JAKARTA, HUMAS MKRI – Pelapor dugaan pelanggaran kode etik dan pedoman perilaku hakim konstitusi menghadiri persidangan yang digelar oleh Majelis Kehormatan Mahkamah Konstitusi (MKMK) pada Kamis (2/11/2023). Persidangan kali ini dibagi menjadi dua sesi untuk memeriksa 10 laporan. Para Pelapor menyampaikan sejumlah keterangan di hadapan Ketua MKMK Jimly Asshiddiqie dengan didampingi oleh Sekretaris MKMK Wahiduddin Adams dan Anggota MKMK Bintan Saragih.

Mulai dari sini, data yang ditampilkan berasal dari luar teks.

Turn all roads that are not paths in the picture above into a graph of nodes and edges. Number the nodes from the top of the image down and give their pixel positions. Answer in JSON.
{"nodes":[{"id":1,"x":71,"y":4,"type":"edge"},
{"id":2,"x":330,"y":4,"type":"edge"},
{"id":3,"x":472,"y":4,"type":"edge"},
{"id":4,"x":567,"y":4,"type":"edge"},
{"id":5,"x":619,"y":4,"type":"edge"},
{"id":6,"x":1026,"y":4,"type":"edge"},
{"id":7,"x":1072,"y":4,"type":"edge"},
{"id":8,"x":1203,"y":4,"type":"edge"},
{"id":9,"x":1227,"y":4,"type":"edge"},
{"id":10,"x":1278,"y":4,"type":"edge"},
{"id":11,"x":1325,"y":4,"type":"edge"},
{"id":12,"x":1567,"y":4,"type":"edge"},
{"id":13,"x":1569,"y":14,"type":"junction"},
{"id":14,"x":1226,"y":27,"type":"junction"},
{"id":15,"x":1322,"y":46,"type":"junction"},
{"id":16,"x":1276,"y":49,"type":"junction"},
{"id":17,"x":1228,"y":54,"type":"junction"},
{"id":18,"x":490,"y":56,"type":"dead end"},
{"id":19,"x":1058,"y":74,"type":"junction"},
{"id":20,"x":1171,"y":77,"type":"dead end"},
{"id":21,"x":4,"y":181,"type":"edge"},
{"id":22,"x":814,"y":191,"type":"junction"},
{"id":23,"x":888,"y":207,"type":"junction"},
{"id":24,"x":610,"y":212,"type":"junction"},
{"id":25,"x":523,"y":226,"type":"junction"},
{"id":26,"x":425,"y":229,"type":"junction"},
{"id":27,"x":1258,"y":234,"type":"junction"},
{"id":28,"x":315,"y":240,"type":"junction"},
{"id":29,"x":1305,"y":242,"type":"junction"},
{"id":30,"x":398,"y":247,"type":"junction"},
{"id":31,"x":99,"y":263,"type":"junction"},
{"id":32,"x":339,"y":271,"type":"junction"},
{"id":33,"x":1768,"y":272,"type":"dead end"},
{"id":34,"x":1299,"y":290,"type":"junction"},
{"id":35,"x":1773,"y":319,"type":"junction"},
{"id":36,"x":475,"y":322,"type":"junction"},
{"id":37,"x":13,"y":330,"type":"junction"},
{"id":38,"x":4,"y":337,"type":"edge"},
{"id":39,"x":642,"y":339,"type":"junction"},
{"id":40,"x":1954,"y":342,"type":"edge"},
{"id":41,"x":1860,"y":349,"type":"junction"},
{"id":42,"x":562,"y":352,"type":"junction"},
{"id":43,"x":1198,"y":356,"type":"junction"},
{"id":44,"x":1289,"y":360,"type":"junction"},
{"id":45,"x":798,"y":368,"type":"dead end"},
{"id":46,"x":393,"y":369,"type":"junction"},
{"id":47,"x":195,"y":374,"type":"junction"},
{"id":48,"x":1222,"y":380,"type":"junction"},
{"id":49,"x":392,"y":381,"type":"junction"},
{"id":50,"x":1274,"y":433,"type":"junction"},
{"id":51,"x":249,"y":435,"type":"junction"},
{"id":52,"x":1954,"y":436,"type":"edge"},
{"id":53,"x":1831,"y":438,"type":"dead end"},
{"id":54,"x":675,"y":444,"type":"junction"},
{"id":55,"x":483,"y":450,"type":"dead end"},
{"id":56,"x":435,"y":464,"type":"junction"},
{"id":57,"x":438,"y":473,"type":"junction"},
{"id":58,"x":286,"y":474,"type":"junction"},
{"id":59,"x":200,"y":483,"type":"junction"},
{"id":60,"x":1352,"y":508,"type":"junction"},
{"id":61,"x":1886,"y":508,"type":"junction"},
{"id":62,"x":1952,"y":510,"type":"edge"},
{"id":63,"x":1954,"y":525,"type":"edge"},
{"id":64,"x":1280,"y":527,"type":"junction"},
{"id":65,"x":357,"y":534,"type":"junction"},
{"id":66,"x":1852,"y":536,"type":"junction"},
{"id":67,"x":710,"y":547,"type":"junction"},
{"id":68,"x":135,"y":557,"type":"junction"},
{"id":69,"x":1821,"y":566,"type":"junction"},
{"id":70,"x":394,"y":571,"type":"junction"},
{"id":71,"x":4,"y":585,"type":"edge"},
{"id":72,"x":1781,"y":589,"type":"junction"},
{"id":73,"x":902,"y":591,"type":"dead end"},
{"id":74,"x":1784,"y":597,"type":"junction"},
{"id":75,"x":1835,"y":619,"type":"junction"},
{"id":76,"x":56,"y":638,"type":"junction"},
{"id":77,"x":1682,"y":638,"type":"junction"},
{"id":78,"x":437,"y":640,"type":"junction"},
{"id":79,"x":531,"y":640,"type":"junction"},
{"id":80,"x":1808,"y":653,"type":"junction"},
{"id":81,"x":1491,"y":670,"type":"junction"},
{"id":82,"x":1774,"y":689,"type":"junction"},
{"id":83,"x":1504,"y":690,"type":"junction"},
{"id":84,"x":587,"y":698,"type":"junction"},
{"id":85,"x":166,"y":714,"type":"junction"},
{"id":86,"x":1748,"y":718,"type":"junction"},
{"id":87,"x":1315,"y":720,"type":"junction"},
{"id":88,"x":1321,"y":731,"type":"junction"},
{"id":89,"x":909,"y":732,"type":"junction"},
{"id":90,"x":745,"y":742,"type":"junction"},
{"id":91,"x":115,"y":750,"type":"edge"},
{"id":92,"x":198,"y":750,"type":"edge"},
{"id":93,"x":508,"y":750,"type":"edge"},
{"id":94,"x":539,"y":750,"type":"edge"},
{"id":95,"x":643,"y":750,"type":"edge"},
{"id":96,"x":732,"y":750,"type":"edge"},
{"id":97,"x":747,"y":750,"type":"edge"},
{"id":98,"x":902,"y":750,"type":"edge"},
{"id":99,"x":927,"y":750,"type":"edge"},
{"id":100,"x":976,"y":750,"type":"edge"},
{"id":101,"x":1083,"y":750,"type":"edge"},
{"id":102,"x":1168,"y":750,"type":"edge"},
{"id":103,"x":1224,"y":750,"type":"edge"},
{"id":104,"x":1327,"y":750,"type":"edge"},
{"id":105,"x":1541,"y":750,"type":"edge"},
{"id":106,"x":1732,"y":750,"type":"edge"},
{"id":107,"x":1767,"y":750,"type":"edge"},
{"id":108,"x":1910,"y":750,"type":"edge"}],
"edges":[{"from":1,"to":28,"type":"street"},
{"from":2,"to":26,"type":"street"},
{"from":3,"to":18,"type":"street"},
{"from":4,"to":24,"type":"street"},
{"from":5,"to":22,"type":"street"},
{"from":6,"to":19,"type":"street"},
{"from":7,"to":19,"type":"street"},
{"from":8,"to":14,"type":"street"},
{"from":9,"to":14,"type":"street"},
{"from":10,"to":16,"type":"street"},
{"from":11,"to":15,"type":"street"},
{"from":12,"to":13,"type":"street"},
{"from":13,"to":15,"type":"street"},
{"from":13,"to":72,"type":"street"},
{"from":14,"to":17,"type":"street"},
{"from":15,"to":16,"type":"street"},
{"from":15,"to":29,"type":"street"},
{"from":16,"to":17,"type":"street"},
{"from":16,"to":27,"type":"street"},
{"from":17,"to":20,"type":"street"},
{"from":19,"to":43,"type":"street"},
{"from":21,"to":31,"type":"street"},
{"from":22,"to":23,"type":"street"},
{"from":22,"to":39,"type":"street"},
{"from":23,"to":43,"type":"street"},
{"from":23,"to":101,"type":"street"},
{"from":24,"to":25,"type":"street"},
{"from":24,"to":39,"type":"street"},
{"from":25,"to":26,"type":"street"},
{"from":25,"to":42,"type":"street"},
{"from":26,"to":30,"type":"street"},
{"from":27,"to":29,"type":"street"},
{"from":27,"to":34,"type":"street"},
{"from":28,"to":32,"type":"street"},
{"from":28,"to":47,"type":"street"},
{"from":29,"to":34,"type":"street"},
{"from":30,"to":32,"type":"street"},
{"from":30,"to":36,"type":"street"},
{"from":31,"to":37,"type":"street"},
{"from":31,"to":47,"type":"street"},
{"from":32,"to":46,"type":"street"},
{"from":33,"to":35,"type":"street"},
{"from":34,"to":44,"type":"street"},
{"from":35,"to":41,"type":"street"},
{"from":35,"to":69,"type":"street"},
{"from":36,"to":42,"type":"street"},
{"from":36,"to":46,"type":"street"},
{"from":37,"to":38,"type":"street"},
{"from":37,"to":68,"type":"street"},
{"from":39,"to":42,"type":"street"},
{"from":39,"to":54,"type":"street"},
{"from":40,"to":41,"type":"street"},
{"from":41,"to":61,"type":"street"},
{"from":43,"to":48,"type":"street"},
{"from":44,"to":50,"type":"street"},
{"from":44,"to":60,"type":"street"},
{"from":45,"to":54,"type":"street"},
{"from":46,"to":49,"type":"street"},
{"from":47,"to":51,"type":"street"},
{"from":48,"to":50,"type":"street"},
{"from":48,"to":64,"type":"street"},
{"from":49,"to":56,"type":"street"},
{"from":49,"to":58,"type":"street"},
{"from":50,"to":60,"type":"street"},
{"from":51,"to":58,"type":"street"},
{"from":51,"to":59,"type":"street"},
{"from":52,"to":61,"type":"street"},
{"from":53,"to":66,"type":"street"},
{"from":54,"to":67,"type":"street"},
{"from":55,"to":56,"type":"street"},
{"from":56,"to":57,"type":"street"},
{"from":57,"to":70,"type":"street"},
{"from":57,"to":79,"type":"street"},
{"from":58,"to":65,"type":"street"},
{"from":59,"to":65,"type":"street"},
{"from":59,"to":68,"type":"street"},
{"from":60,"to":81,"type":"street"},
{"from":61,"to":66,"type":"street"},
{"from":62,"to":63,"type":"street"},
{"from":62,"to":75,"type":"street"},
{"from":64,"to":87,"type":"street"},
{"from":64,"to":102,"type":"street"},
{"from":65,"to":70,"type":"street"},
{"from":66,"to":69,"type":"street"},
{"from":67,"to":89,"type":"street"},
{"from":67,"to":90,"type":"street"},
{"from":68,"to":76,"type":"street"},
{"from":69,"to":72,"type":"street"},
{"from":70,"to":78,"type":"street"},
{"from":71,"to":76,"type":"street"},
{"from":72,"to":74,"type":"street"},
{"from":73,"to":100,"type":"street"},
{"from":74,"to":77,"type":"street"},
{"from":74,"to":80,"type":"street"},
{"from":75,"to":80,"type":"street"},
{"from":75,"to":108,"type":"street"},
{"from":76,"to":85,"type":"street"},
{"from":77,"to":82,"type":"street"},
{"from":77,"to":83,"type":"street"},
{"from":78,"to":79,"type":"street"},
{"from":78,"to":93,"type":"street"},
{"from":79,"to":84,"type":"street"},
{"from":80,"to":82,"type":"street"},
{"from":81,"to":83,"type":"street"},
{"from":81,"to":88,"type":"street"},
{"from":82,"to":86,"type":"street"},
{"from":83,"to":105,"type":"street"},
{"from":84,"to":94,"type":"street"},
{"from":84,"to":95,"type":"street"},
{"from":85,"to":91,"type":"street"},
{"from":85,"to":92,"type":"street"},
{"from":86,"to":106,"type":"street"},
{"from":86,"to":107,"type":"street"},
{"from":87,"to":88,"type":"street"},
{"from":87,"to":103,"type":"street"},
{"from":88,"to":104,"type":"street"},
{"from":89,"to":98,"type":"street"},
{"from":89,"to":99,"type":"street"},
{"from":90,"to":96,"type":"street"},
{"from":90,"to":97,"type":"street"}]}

Pada sesi pertama, Pelapor yang diperiksa yaitu Perhimpunan Pemuda Madani dalam Laporan Nomor 7/MKMK/L/ARLTP/10/2023; Perhimpunan Bantuan Hukum dan Hak Asai Manusia Indoensia (PBHI) dalam Laporan Nomor 8/MKMK/L/ARLTP/10/2023; Tim Advokasi Peduli Hukum Indonesia (TAPHI) dalam Laporan Nomor 9/MKMK/L/ARLTP/10/2023; Badan Eksekutif Mahasiswa Universitas Nahdlatul Ulama Indonesia (BEM Unusia) dalam Laporan Nomor 19/MKMK/L/ARLTP/10/2023; dan Kantor Advokat Alamsyah Hanafiah dalam Laporan Nomor 20/MKMK/L/ARLTP/10/2023.
Ketentuan Administrasi
PBHI melaporkan Ketua MK Anwar Usman, Hakim Konstitusi Manahan M.P. Sitompul, Hakim Konstitusi Enny Nurbaningsih, Hakim Konstitusi Daniel Yusmic P. Foekh, dan Hakim Konstitusi M. Guntur Hamzah (para Terlapor). Kuasa hukum PBHI, Julius Ibrani menjelaskan tujuan pelaporan yaitu karena ingin menjaga MK, termasuk menjaga para hakim konstitusi yang ada di dalamnya. Julius menjelaskan, Terlapor I (Anwar Usman) membahas perkara sebelum diputus dan diungkapkan ke publik sehingga melahirkan sikap publik yang negatif terhadap perkara dan putusan MK. Selain itu, Terlapor I juga dinilai memiliki dugaan konflik kepentingan yang memberikan dampak terhadap pemeriksaan Perkara Nomor 90/PUU-XXI/2023. Sementara terhadap seluruh Terlapor, pihaknya melihat ada persoalan perkara yang sempat dicabut dan menyatakan pembatalan (penarikan kembali) yang dilakukan pada waktu yang tidak lazim.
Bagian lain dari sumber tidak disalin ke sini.